Bank of England Governor Mark Carney 'has been asked to stay on to help navigate Brexit'

Bank of England Governor Mark Carney
Reports have suggested that Mark Carney, Governor of the Bank of England has been asked to stay on in his role until 2020 Credit: Daniel Leal-Olivas/PA

The Government has asked Mark Carney to stay on as Governor of the Bank of England for an extra year in order to help calm Brexit nerves in the City, according to a report.

Mr Carney, who heads the interest rate setting Monetary Policy Committee and regulatory authorities at the Bank, was due to leave in June 2019, just three months after the UK formally leaves the EU in March next year.

The report, in the Diary section of the London Evening Standard, a newspaper edited by former Chancellor, George Osborne, who appointed Mr Carney while in office, also claimed that there was a dearth of suitable candidates to replace the Canadian Governor.

Andrew Bailey, head of City watchdog the Financial Conduct Authority, has been tipped as a potential successor, as well as Minouche Shafik, a former policymaker at the Bank and director of the London School of Economics.

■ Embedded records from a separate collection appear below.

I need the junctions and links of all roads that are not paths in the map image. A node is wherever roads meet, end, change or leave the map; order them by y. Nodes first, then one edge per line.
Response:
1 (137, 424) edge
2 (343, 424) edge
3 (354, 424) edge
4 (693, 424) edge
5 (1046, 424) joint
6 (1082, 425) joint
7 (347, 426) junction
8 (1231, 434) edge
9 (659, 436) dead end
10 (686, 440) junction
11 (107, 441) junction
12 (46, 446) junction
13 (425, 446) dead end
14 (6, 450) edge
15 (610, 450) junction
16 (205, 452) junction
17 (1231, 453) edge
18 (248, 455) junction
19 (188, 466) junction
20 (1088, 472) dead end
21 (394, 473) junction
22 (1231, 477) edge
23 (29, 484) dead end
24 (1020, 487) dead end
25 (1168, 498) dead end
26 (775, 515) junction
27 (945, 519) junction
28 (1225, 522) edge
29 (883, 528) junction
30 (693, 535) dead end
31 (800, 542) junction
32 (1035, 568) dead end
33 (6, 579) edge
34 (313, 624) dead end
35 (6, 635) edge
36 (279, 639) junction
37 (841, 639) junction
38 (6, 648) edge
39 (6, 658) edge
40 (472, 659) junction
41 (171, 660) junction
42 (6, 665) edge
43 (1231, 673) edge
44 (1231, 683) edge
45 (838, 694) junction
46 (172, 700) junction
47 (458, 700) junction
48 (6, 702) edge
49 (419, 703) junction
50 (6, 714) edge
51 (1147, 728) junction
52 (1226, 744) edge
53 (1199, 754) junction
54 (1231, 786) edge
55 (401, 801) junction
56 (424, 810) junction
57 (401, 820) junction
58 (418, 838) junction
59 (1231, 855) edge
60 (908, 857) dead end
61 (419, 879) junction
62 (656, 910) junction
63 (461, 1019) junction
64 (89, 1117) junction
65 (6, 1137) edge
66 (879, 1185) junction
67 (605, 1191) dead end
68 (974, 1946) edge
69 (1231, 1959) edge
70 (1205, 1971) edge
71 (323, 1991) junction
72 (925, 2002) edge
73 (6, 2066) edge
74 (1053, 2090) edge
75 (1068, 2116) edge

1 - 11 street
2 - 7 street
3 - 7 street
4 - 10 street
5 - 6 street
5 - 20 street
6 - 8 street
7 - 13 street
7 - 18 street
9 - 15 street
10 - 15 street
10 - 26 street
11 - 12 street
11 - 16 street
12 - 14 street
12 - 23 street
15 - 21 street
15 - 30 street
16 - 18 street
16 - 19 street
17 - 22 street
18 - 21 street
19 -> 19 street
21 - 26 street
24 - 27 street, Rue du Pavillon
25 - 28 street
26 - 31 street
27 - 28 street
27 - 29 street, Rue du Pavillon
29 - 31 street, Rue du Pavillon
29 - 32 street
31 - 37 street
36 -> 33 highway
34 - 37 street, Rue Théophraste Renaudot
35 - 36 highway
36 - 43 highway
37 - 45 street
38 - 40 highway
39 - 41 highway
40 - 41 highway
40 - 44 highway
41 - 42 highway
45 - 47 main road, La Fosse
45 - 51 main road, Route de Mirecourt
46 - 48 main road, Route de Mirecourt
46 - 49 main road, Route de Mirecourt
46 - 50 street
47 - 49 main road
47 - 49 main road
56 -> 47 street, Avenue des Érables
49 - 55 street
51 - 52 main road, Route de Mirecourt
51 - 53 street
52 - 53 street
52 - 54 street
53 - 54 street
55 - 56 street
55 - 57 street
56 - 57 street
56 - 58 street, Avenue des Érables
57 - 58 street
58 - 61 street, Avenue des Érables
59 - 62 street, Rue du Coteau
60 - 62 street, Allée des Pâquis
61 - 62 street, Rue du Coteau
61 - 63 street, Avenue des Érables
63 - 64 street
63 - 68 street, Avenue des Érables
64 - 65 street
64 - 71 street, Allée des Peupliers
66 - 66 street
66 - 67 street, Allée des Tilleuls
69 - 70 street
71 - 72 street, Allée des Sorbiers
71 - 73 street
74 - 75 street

Ben Broadbent, a Deputy Governor at the Bank, is also viewed as a potential Governor, despite having to apologise for using the word “menopausal” to describe productivity problems in the UK economy.

However, political uncertainty and a poor field of candidates had meant Mr Carney was “quietly approached” about staying on by the Government, the report claimed.

The potential change of plans from the Treasury surprised many in the City who understood that the advertisement for a replacement was being prepared for publication in the autumn.

The City would likely welcome the continuity offered by the Governor remaining in place until 2020. 

However, Mr Carney has proved a controversial figure among some Brexit campaigners. Prominent Brexiteer MP, Jacob Rees Mogg, has labelled the Governor the "high priest of Project Fear" and claimed that the Bank's forecasts on how Brexit might shape the UK economy were "politically motivated".

A Treasury spokesman said: “We will begin recruitment for the next Governor of the Bank of England in due course."

The Bank of England declined to comment on the report.

Several high profile economists in the City said that they hoped Mr Carney would stay on, with certain caveats. 

Ruth Lea of Arbuthnot Banking Group said: “There is a good case for Mark Carney to stay on to navigate monetary policy and the supervision of the financial sector after Brexit. Continuity would be helpful. But it would also be helpful if he could adopt a more positive tone.”

Keeping Governor Carney in his post for another year could reassure the EU that the UK was not seeking to water down financial regulations following Brexit, according to Karen Ward of JP Morgan.

Ms Ward said: "As chair of the Global Financial Stability Board, [Carney] carries a lot of international regard which may reassure European negotiators that the UK will remain focused on prioritising financial stability, rather than seeking competitive advantage.”

Given the potential disruption and challenges that could come with a disorderly Brexit, it would be "sensible" for Mr Carney to carry on for an extended term at the Bank, said Andrew Goodwin of Oxford economics. 

Mr Goodwin added: "By delaying Mr Carney’s departure until mid-2020 it would both allow the Bank to focus on the challenge of Brexit without distractions and then offer a quieter backdrop for a smooth transfer of power later on."